I think it also influences my music. It’s a part of an effort to be for real, which I think is what I was talking about when I said the hustle is a distraction, the career is a distraction. Something I read that was a big influence on me was a biography of Leonard Cohen called I’m Your Man by Sylvie Simmons. I really get the sense from reading about his life that he was doing not only multiple kinds of art as one project, but things that weren’t art also. His whole life just looks like one spiritual project to bring out the truth of his humanity. That includes writing poems, writing novels, writing and recording music — that’s the art side. Then it also includes spiritual exploration, meditation, and doing Judaism. It was all one thing. That’s how I like to think about my life, basically. Everything I’m doing, you can think of it as having a unified purpose, which is just to be the person I want to be ... to give my soul its actual expression. Manifestation in reality. To not only live in private, in the inside of my head, but to live in the world and make the stuff inside me real in the world. It’s a little overly lofty maybe.
Do you think you’re gonna be all done with the pseudo-residency after April?

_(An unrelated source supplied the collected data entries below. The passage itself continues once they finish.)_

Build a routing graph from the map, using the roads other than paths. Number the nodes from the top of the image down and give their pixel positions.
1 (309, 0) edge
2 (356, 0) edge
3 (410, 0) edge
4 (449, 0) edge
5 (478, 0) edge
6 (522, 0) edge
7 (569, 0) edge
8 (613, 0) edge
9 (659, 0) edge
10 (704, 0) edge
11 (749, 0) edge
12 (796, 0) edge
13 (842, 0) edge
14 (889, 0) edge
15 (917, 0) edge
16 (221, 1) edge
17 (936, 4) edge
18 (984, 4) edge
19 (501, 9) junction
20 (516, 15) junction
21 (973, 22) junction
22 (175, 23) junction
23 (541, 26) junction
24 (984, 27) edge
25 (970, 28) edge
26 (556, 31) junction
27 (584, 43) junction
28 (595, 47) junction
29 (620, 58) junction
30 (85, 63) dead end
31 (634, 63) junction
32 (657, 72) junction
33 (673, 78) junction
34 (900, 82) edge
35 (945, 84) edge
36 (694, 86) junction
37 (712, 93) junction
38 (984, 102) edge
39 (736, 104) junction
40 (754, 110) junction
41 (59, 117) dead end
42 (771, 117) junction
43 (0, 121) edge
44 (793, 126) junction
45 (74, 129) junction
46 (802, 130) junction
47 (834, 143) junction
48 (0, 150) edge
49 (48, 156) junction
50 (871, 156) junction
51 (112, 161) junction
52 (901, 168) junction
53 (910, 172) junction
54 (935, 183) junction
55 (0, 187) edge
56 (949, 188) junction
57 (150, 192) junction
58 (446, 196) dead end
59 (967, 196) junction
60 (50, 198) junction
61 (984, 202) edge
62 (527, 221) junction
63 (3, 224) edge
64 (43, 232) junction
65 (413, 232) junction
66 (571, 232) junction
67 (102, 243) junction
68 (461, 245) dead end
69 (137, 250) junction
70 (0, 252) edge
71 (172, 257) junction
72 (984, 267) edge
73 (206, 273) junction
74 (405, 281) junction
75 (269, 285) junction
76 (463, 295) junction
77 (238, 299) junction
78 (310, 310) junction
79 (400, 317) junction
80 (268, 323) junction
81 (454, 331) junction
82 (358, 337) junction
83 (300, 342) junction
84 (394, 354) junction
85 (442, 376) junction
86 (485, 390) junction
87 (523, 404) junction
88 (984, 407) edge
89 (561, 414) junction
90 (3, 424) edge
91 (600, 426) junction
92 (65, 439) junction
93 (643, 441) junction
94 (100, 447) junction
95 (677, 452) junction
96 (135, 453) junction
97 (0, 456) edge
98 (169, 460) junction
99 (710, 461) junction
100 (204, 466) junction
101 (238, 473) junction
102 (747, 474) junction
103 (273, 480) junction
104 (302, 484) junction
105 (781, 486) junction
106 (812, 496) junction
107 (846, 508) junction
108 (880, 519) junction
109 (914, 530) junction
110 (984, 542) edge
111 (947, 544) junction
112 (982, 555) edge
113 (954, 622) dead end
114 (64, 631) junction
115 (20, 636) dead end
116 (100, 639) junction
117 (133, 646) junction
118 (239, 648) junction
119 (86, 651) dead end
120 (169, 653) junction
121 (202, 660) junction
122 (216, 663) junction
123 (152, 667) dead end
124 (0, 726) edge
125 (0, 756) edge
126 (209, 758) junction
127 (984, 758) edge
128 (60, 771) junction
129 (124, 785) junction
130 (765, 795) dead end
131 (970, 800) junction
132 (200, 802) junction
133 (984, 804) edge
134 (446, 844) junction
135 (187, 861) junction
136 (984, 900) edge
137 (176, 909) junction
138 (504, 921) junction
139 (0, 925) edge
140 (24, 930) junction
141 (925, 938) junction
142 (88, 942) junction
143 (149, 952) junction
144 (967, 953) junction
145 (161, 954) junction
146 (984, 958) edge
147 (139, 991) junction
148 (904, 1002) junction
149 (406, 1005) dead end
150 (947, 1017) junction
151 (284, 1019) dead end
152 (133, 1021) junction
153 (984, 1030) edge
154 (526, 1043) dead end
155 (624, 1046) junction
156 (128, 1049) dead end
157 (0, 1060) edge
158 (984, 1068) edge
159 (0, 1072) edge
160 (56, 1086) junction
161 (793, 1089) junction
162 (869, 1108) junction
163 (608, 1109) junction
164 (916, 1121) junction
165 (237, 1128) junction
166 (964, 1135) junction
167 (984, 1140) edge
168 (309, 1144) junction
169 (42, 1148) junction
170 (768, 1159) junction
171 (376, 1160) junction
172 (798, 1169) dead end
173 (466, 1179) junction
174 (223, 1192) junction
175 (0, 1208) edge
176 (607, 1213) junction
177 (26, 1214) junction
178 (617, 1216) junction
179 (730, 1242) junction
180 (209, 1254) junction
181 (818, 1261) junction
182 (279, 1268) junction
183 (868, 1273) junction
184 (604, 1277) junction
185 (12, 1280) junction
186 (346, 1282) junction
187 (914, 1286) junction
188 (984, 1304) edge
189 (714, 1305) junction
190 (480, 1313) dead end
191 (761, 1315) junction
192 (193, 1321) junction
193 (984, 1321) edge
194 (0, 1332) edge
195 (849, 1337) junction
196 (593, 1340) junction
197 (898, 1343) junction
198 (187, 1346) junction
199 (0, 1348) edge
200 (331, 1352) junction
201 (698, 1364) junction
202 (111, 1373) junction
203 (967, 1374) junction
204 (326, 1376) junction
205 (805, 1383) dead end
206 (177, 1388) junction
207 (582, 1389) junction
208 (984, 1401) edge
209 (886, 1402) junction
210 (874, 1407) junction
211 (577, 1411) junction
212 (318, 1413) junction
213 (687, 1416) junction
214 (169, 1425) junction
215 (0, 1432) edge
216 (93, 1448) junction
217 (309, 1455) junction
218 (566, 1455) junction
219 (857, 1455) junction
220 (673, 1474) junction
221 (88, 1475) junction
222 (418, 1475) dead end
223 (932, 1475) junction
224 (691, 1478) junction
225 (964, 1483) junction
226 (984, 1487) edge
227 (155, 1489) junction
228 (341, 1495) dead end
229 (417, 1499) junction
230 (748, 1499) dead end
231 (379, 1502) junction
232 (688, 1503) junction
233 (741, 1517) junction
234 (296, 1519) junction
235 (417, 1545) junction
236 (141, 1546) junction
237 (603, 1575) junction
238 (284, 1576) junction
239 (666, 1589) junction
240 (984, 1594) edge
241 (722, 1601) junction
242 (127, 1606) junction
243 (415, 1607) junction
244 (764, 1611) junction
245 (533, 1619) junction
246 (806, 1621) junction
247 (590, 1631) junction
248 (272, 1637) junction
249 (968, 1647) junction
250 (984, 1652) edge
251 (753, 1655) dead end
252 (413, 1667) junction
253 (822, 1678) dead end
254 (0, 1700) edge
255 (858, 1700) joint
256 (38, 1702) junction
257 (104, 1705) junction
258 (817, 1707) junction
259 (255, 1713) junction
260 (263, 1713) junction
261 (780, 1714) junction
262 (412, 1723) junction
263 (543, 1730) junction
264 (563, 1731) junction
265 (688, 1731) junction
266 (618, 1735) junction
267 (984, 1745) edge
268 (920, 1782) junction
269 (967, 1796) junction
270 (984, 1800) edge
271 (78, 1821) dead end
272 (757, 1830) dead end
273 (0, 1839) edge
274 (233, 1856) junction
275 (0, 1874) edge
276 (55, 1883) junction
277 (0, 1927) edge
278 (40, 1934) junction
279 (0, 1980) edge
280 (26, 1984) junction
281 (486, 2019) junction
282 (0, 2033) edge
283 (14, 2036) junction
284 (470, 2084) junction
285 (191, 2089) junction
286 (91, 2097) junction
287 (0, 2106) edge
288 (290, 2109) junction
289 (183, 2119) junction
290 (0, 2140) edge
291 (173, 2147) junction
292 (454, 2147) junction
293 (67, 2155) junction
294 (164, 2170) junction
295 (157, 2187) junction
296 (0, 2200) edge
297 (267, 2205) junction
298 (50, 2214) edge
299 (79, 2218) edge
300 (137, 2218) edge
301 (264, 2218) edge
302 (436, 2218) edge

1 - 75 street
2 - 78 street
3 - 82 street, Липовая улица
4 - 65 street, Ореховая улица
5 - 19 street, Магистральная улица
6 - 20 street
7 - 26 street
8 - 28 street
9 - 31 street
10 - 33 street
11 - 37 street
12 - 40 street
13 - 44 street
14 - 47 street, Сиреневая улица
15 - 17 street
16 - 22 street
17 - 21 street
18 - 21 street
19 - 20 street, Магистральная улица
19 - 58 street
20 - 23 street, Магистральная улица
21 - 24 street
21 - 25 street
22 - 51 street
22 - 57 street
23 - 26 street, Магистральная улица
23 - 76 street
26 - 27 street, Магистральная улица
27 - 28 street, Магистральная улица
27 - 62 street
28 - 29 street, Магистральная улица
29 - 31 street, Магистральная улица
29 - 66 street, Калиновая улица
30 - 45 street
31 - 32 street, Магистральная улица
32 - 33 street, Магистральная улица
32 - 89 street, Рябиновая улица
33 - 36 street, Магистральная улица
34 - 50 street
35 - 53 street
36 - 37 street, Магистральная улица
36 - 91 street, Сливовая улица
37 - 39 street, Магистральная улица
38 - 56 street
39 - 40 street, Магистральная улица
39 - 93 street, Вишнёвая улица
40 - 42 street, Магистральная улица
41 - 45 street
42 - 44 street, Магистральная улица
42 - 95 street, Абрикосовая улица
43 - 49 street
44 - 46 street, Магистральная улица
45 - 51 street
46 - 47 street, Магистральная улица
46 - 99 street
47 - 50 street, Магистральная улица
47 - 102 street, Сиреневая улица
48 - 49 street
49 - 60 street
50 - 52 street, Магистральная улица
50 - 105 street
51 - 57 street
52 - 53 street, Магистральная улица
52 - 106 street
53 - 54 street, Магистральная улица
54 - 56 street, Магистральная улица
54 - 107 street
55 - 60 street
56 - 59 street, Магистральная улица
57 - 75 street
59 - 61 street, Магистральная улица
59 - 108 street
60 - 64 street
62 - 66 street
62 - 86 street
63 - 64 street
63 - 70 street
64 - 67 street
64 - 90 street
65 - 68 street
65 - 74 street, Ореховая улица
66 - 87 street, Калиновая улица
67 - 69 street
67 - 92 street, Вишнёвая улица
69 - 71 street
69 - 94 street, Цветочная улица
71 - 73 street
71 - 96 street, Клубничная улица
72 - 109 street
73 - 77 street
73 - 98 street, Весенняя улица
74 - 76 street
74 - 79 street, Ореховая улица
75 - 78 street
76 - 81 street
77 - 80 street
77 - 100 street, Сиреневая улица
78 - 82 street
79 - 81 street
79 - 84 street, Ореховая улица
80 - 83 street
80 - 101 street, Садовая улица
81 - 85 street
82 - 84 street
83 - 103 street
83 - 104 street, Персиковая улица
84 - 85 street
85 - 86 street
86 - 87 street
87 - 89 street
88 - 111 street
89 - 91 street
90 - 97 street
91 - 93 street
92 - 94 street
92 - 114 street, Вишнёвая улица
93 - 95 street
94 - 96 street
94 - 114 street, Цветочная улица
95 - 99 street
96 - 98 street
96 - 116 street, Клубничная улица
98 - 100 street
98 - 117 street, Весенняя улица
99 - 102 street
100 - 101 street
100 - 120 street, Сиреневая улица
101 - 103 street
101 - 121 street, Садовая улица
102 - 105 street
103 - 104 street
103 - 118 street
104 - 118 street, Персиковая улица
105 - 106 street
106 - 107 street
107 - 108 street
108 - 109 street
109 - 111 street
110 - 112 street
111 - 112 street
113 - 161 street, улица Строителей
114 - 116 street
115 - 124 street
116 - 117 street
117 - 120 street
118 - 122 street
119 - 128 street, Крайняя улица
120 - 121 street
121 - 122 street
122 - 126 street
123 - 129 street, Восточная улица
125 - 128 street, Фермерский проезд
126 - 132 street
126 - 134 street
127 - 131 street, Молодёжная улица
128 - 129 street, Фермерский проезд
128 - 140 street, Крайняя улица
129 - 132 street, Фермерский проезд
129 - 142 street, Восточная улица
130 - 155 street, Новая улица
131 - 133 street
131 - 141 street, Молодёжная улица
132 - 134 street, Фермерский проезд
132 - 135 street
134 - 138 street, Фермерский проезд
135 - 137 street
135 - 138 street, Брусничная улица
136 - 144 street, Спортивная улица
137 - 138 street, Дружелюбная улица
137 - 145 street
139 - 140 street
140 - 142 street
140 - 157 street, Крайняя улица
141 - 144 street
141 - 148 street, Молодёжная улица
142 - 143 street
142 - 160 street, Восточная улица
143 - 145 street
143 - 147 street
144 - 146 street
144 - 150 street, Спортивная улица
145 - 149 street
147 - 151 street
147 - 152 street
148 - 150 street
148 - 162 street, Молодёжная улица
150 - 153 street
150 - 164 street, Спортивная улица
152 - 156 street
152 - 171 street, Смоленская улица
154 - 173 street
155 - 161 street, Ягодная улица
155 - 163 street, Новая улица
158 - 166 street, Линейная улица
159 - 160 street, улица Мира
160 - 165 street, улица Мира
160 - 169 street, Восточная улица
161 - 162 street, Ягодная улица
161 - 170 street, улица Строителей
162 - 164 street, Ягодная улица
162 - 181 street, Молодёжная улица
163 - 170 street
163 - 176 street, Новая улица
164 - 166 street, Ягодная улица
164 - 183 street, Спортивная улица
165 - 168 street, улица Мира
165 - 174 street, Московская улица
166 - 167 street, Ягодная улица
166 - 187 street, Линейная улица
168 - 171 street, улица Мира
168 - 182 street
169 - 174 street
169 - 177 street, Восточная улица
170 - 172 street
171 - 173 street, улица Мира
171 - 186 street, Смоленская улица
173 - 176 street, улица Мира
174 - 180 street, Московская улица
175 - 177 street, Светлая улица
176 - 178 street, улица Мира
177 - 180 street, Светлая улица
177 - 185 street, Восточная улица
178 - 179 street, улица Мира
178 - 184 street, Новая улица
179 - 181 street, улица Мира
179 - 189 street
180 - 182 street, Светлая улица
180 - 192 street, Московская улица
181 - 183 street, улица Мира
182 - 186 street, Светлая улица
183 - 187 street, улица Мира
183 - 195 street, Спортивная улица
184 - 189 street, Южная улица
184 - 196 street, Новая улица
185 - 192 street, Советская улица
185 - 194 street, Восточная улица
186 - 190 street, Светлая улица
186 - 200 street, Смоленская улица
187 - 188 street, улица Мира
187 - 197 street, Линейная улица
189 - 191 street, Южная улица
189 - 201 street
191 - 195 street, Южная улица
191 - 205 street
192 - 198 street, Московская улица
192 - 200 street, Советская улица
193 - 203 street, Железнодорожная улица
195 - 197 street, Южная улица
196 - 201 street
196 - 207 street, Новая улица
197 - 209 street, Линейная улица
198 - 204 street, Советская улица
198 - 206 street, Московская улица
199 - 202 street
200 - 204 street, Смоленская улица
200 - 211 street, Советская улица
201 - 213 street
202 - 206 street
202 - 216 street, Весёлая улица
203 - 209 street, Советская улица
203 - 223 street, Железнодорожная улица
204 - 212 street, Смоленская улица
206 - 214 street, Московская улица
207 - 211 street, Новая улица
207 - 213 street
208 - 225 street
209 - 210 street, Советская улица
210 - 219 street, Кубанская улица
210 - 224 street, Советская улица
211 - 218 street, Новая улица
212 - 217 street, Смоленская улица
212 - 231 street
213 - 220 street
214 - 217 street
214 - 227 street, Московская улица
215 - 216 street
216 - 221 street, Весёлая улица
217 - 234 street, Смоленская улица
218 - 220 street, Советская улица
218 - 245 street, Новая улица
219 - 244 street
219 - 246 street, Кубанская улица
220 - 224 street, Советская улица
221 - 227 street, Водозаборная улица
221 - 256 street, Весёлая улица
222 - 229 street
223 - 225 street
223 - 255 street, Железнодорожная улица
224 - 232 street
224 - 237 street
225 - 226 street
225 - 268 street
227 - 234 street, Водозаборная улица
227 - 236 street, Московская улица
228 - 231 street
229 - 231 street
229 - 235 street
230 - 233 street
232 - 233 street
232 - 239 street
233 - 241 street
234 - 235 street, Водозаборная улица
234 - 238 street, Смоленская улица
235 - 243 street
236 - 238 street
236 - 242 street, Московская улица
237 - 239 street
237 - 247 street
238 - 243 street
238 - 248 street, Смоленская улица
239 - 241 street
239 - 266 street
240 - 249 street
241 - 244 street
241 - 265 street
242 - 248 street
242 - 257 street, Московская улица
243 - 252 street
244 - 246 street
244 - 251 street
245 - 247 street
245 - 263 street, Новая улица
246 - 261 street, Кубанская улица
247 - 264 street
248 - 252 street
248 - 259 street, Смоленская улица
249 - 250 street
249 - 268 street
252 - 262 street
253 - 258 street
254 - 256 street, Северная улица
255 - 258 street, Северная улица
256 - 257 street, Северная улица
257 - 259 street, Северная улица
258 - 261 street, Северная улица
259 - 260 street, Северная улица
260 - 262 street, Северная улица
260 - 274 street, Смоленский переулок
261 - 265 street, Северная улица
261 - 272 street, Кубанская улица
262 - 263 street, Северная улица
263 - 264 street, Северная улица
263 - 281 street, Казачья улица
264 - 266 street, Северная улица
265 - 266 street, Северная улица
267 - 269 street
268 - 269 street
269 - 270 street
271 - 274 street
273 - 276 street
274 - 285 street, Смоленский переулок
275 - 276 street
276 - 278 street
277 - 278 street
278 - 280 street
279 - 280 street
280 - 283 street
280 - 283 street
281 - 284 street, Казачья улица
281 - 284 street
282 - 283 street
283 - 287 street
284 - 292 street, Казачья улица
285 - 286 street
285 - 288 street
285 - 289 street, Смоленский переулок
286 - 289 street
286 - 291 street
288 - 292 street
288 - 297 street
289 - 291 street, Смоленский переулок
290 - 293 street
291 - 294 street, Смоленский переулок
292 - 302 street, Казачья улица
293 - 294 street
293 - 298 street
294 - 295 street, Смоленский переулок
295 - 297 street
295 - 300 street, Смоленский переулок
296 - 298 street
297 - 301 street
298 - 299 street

I don’t know. I truly don’t know. I almost didn’t do it because I have this feeling everything has to be special and different. I know there’s repeat audience members, and I get self-conscious about it. I’m like, “Why aren’t I doing something stunning with this?” It’s just like a poetry reading with guitar chords, I’m just reading my texts. Some people do amazing things, you know. “Theater.” The whole time, I’ve been wanting to duet with people, and I barely have done that.
I loved your and Alex’s rendition of “Candy Says.” It’s such a good song.
It’s one of the best. It’s my favorite band.
What are you doing outside of music right now?
I’m glad you asked. I finished a full draft of a book-length thing and I gotta figure out how to put it out. It’s a memoir plus readings of the Bible and other Jewish texts. I’m working on the elevator pitch, as you can tell ... it’s a strange in-between genre. And I’m not sure who it’s for, but I feel like it’s good.
// Journey Whitney ’24 (any/all pronouns) is a staff writer for Record Hospital.